Recently, we’ve been trying to familiarise ourselves with and sample a few different Turkish cheeses.
In the past, we’ve been content with the white cheeses (beyaz peynir) and local Fethiye tulum (cheese that’s stored in goat’s skin) so we decided it was time for a bit of variety in our cheese diet.
If we buy cheese from Çalış or Fethiye market, then it’s usually produced here in Fethiye. However, there are other regions of Turkey that are well known for their particular types of cheese and it’s these that we want to work our way through.
Unless we go on a grand culinary, cheesy tour of Turkey, we need to rely on the local supermarket to stock these previously un-tasted varieties.
And so, last week, we wandered around the deli counter of our supermarket and chose a cheese at random – one that looked different in texture to any type of tulum or white cheese (think feta).
We picked up a firm, triangular wedge of yellow cheese with a skin running along its thicker edge and took it home to sample and research. Kars Gravyer Peynir.
Researching Turkish cheese online is no easy task. I found a few bits of information dotted about different sites but it appears there isn’t a wealth of information about a dairy product the Turks are so proud of.
We did manage to find out that Kars Gravyer Cheese is one of Turkey’s famous cheeses. Good start!
It’s apparently made from high fat cow’s milk and takes 10 months to produce. You can tell from the strong flavour and texture that it’s been produced over a longer period of time.
Kars Gravyer Peynir is similar in flavour to a matured English Cheddar. It’s supposed to have regular, cherry-shaped holes of around 1 to 2 centimetres in diameter and anything less than this makes it an inferior version.
Well, ours certainly had holes in it but I can’t say they were regular or anywhere near 1 to 2 centimetres. It looks like we’ll have to head up to the Northeast of Turkey to Kars to sample the real thing.
As you can see from the photos, we sampled our Kars Gravyer Peynir with pickled beetroot, chillies and meaty green olives (not in the photo).

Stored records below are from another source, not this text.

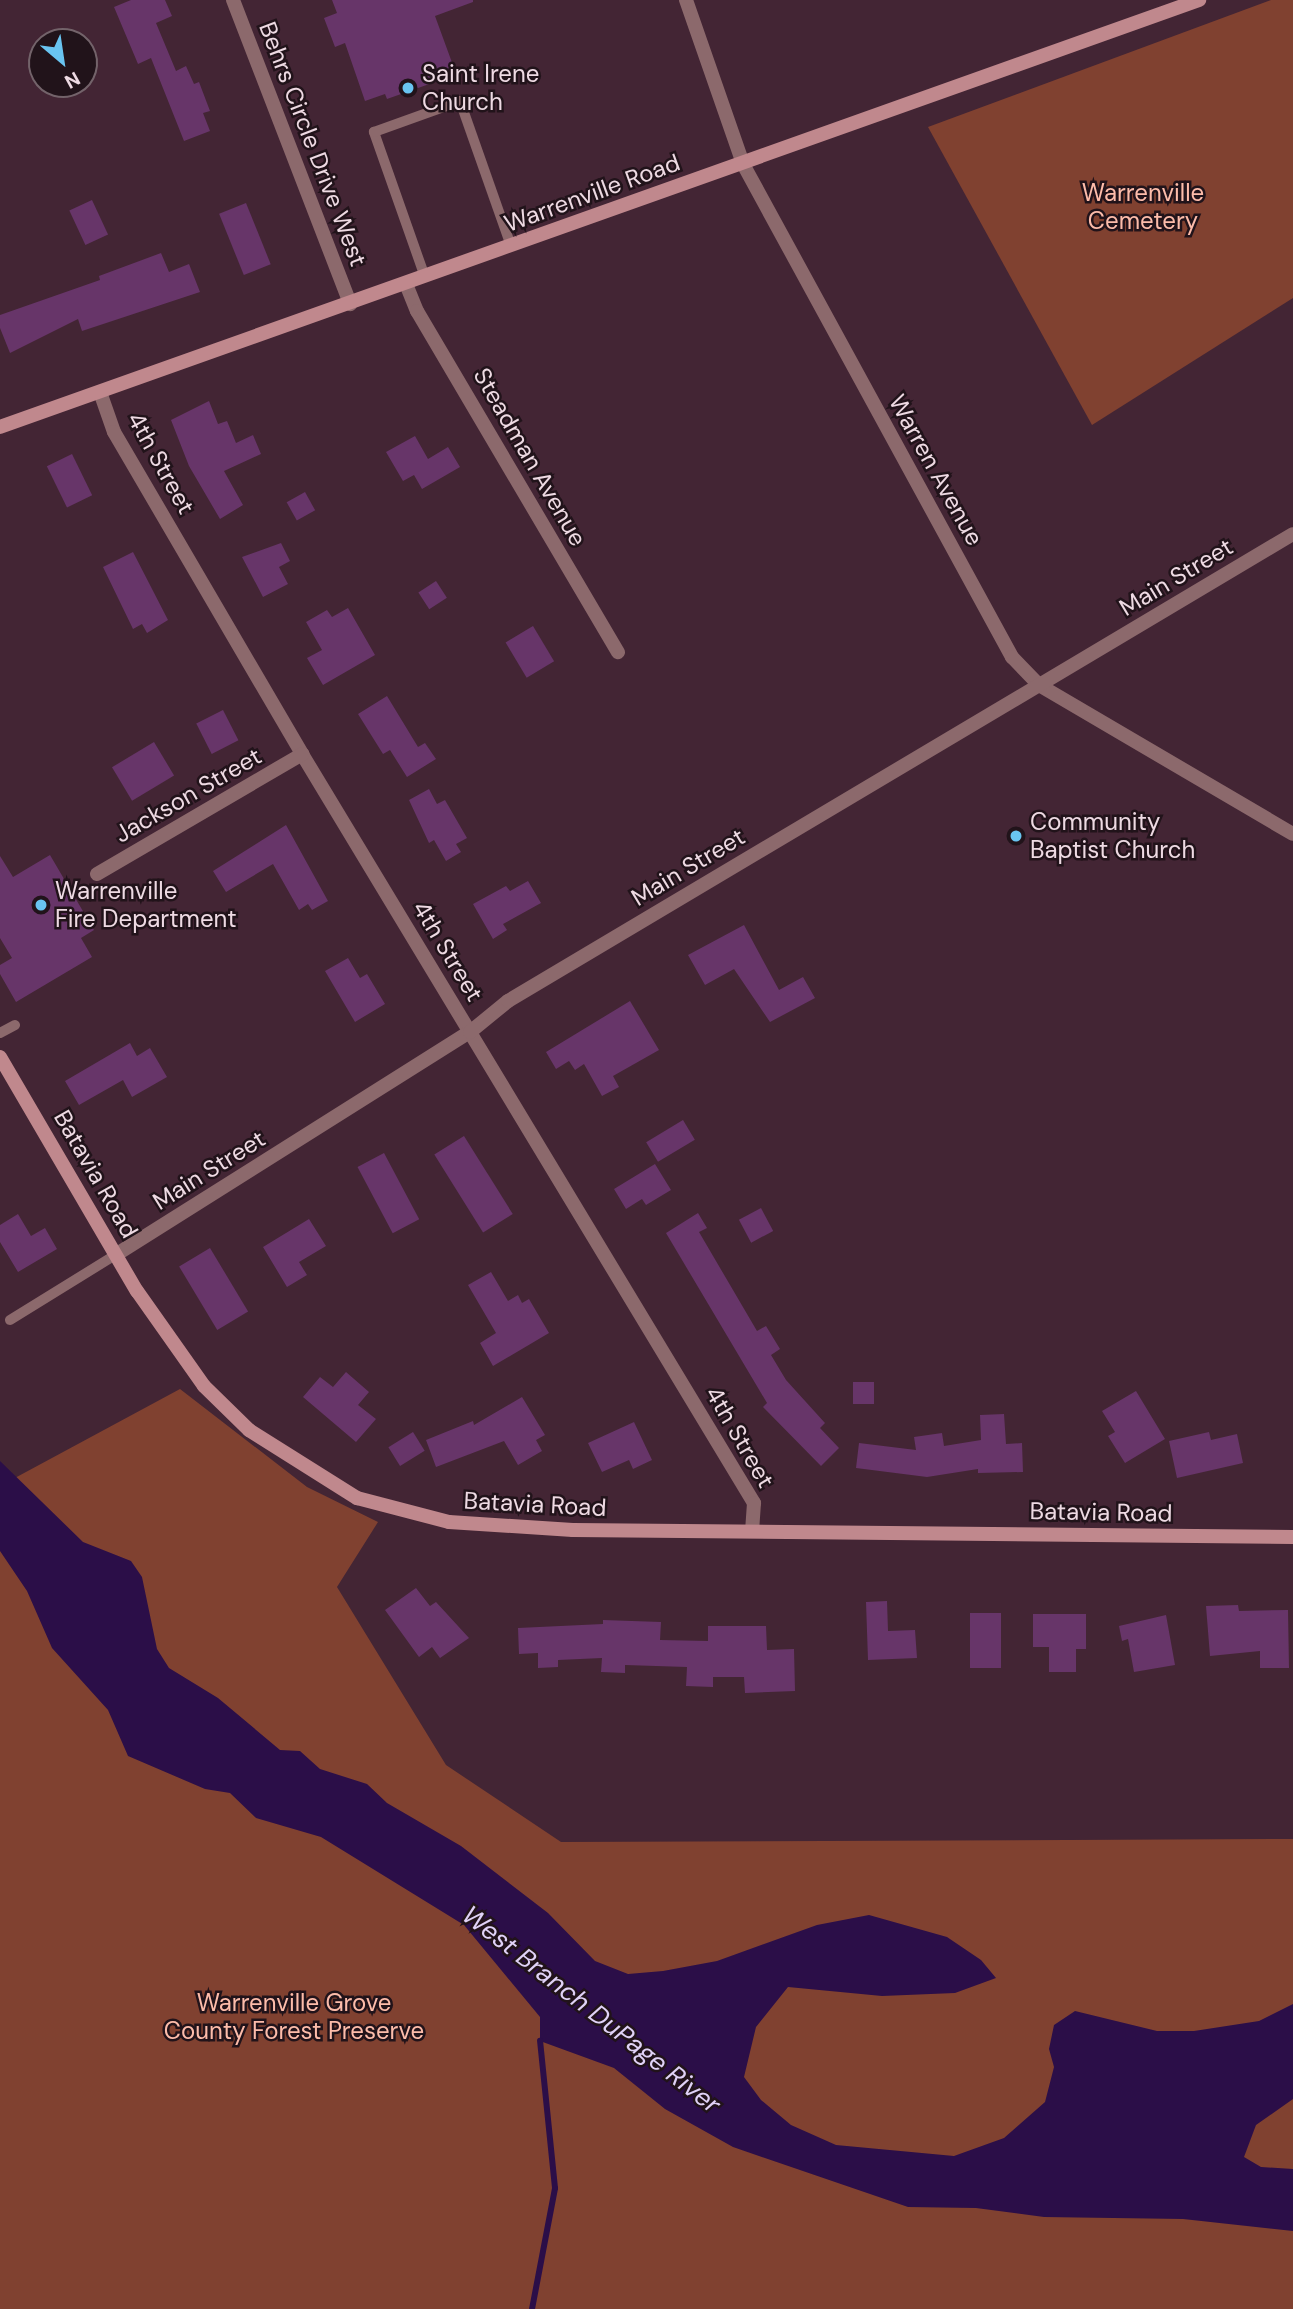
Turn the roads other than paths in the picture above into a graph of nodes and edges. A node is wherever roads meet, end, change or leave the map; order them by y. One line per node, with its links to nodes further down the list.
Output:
1 (233, 0): 8 (street, Behrs Circle Drive West)
2 (685, 0): 4 (street, Warren Avenue)
3 (1199, 0): 4 (main road, Warrenville Road)
4 (743, 164): 5 (main road, Warrenville Road); 13 (street, Warren Avenue)
5 (511, 246): 6 (main road, Warrenville Road); 6 (lane)
6 (425, 277): 7 (main road, Warrenville Road)
7 (406, 284): 8 (main road, Warrenville Road); 12 (street, Steadman Avenue)
8 (350, 304): 9 (main road, Warrenville Road)
9 (100, 392): 10 (main road, Warrenville Road); 14 (street, 4th Street)
10 (0, 428)
11 (1293, 534): 13 (street, Main Street)
12 (618, 652)
13 (1039, 685): 15 (street, Warren Avenue); 18 (street, Main Street)
14 (302, 754): 16 (street, Jackson Street); 18 (street, 4th Street)
15 (1293, 834)
16 (97, 874)
17 (15, 1025): 19 (lane)
18 (470, 1032): 21 (street, Main Street); 23 (street, 4th Street)
19 (0, 1033)
20 (0, 1057): 21 (main road, Batavia Road)
21 (117, 1254): 22 (lane); 23 (main road, Batavia Road)
22 (10, 1320)
23 (752, 1531): 24 (main road, Batavia Road)
24 (1293, 1537)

A perfect lunch on a sunny afternoon in Fethiye. Oh, and the cheese tasted far from inferior.
Turkey's For Life
Sunday 13th of February 2011
@ Inka: Yes, we liked the strong flavour of it, too. We hada tiny bit left so we put it on a tuna toastie and you could really taste it. Lovely! Will try the Migros version.
@ Sophie: It was prepared purely for the photo. We usually just throw everything on the plate. :)
Sophie
Sunday 13th of February 2011
That cheese platter looks scrumptious! Definitely time to go to Turkey again.
inka
Saturday 12th of February 2011
I basically live on fruit, cheese and yoghurt, so I sampled each and every Turkish cheese available, given that imported cheese costs a fortune. I've come across this one and I like it because it has a stronger flavor. MIGROS do their own brand, very nice if you want to try.
Turkey's For Life
Saturday 12th of February 2011
@ Hulya: Oh wow! That would be lovely. Thanks a lot, Hulya!! :)
Hulya Unsal Sakiroglu
Saturday 12th of February 2011
Hi Julia,
If you write your address down as a comment to me (btw I won't post your comment of course:)) we'll send you Kars Gravyer cheese as a gift from here Kars.